*TASK REQUIREMENTS*. Nothing in the data is to be left out; copy it exactly.

** AVAILABLE RECORDS follows **

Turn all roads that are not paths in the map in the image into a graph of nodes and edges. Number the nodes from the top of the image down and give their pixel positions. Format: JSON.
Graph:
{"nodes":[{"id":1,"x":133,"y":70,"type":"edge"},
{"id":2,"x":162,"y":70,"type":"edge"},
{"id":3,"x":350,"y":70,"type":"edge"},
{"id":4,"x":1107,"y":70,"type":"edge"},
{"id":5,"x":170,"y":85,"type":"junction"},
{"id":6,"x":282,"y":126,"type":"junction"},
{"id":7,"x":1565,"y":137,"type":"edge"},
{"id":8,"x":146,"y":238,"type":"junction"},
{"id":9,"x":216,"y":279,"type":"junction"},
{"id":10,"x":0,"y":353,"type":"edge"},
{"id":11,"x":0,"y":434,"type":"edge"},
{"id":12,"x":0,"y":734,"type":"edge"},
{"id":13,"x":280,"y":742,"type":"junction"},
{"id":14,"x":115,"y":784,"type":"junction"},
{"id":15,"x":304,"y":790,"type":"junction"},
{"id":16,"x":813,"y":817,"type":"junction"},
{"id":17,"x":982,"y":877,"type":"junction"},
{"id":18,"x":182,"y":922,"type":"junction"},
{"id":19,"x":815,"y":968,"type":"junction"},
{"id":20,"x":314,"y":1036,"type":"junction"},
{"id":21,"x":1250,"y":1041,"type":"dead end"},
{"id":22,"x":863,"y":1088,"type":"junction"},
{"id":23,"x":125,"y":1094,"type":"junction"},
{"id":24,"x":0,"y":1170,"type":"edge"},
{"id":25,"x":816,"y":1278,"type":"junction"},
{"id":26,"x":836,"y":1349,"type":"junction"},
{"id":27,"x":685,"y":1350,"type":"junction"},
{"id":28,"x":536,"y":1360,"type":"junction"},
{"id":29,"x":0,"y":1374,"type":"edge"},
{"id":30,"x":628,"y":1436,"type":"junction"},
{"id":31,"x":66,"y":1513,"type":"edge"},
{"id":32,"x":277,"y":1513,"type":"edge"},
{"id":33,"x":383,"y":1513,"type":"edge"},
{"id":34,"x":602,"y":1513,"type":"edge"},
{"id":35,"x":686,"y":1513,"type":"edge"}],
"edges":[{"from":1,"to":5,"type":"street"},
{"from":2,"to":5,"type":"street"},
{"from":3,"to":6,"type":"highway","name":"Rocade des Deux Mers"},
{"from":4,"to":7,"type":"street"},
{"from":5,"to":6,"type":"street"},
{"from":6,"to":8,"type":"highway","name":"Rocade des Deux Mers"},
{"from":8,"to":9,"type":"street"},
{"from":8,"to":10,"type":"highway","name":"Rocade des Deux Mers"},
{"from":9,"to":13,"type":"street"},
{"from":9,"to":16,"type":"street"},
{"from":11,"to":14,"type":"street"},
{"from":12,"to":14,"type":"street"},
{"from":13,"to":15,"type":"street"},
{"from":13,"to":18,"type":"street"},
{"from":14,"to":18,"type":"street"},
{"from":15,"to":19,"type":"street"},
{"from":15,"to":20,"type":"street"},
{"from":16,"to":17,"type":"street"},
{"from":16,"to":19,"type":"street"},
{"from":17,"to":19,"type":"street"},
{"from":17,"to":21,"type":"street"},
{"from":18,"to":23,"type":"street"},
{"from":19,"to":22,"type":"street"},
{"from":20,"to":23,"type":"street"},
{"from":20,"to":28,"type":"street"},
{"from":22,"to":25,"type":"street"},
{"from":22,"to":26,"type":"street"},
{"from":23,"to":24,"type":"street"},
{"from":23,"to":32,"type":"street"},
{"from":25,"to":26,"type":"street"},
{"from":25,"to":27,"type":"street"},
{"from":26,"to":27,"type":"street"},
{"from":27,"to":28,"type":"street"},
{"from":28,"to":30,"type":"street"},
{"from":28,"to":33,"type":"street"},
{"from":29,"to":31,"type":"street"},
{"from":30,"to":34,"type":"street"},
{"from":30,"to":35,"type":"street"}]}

** End of AVAILABLE RECORDS **

*RESPONSE*.
Turn all roads that are not paths in the map in the image into a graph of nodes and edges. Number the nodes from the top of the image down and give their pixel positions. Format: JSON.
Graph:
{"nodes":[{"id":1,"x":133,"y":70,"type":"edge"},
{"id":2,"x":162,"y":70,"type":"edge"},
{"id":3,"x":350,"y":70,"type":"edge"},
{"id":4,"x":1107,"y":70,"type":"edge"},
{"id":5,"x":170,"y":85,"type":"junction"},
{"id":6,"x":282,"y":126,"type":"junction"},
{"id":7,"x":1565,"y":137,"type":"edge"},
{"id":8,"x":146,"y":238,"type":"junction"},
{"id":9,"x":216,"y":279,"type":"junction"},
{"id":10,"x":0,"y":353,"type":"edge"},
{"id":11,"x":0,"y":434,"type":"edge"},
{"id":12,"x":0,"y":734,"type":"edge"},
{"id":13,"x":280,"y":742,"type":"junction"},
{"id":14,"x":115,"y":784,"type":"junction"},
{"id":15,"x":304,"y":790,"type":"junction"},
{"id":16,"x":813,"y":817,"type":"junction"},
{"id":17,"x":982,"y":877,"type":"junction"},
{"id":18,"x":182,"y":922,"type":"junction"},
{"id":19,"x":815,"y":968,"type":"junction"},
{"id":20,"x":314,"y":1036,"type":"junction"},
{"id":21,"x":1250,"y":1041,"type":"dead end"},
{"id":22,"x":863,"y":1088,"type":"junction"},
{"id":23,"x":125,"y":1094,"type":"junction"},
{"id":24,"x":0,"y":1170,"type":"edge"},
{"id":25,"x":816,"y":1278,"type":"junction"},
{"id":26,"x":836,"y":1349,"type":"junction"},
{"id":27,"x":685,"y":1350,"type":"junction"},
{"id":28,"x":536,"y":1360,"type":"junction"},
{"id":29,"x":0,"y":1374,"type":"edge"},
{"id":30,"x":628,"y":1436,"type":"junction"},
{"id":31,"x":66,"y":1513,"type":"edge"},
{"id":32,"x":277,"y":1513,"type":"edge"},
{"id":33,"x":383,"y":1513,"type":"edge"},
{"id":34,"x":602,"y":1513,"type":"edge"},
{"id":35,"x":686,"y":1513,"type":"edge"}],
"edges":[{"from":1,"to":5,"type":"street"},
{"from":2,"to":5,"type":"street"},
{"from":3,"to":6,"type":"highway","name":"Rocade des Deux Mers"},
{"from":4,"to":7,"type":"street"},
{"from":5,"to":6,"type":"street"},
{"from":6,"to":8,"type":"highway","name":"Rocade des Deux Mers"},
{"from":8,"to":9,"type":"street"},
{"from":8,"to":10,"type":"highway","name":"Rocade des Deux Mers"},
{"from":9,"to":13,"type":"street"},
{"from":9,"to":16,"type":"street"},
{"from":11,"to":14,"type":"street"},
{"from":12,"to":14,"type":"street"},
{"from":13,"to":15,"type":"street"},
{"from":13,"to":18,"type":"street"},
{"from":14,"to":18,"type":"street"},
{"from":15,"to":19,"type":"street"},
{"from":15,"to":20,"type":"street"},
{"from":16,"to":17,"type":"street"},
{"from":16,"to":19,"type":"street"},
{"from":17,"to":19,"type":"street"},
{"from":17,"to":21,"type":"street"},
{"from":18,"to":23,"type":"street"},
{"from":19,"to":22,"type":"street"},
{"from":20,"to":23,"type":"street"},
{"from":20,"to":28,"type":"street"},
{"from":22,"to":25,"type":"street"},
{"from":22,"to":26,"type":"street"},
{"from":23,"to":24,"type":"street"},
{"from":23,"to":32,"type":"street"},
{"from":25,"to":26,"type":"street"},
{"from":25,"to":27,"type":"street"},
{"from":26,"to":27,"type":"street"},
{"from":27,"to":28,"type":"street"},
{"from":28,"to":30,"type":"street"},
{"from":28,"to":33,"type":"street"},
{"from":29,"to":31,"type":"street"},
{"from":30,"to":34,"type":"street"},
{"from":30,"to":35,"type":"street"}]}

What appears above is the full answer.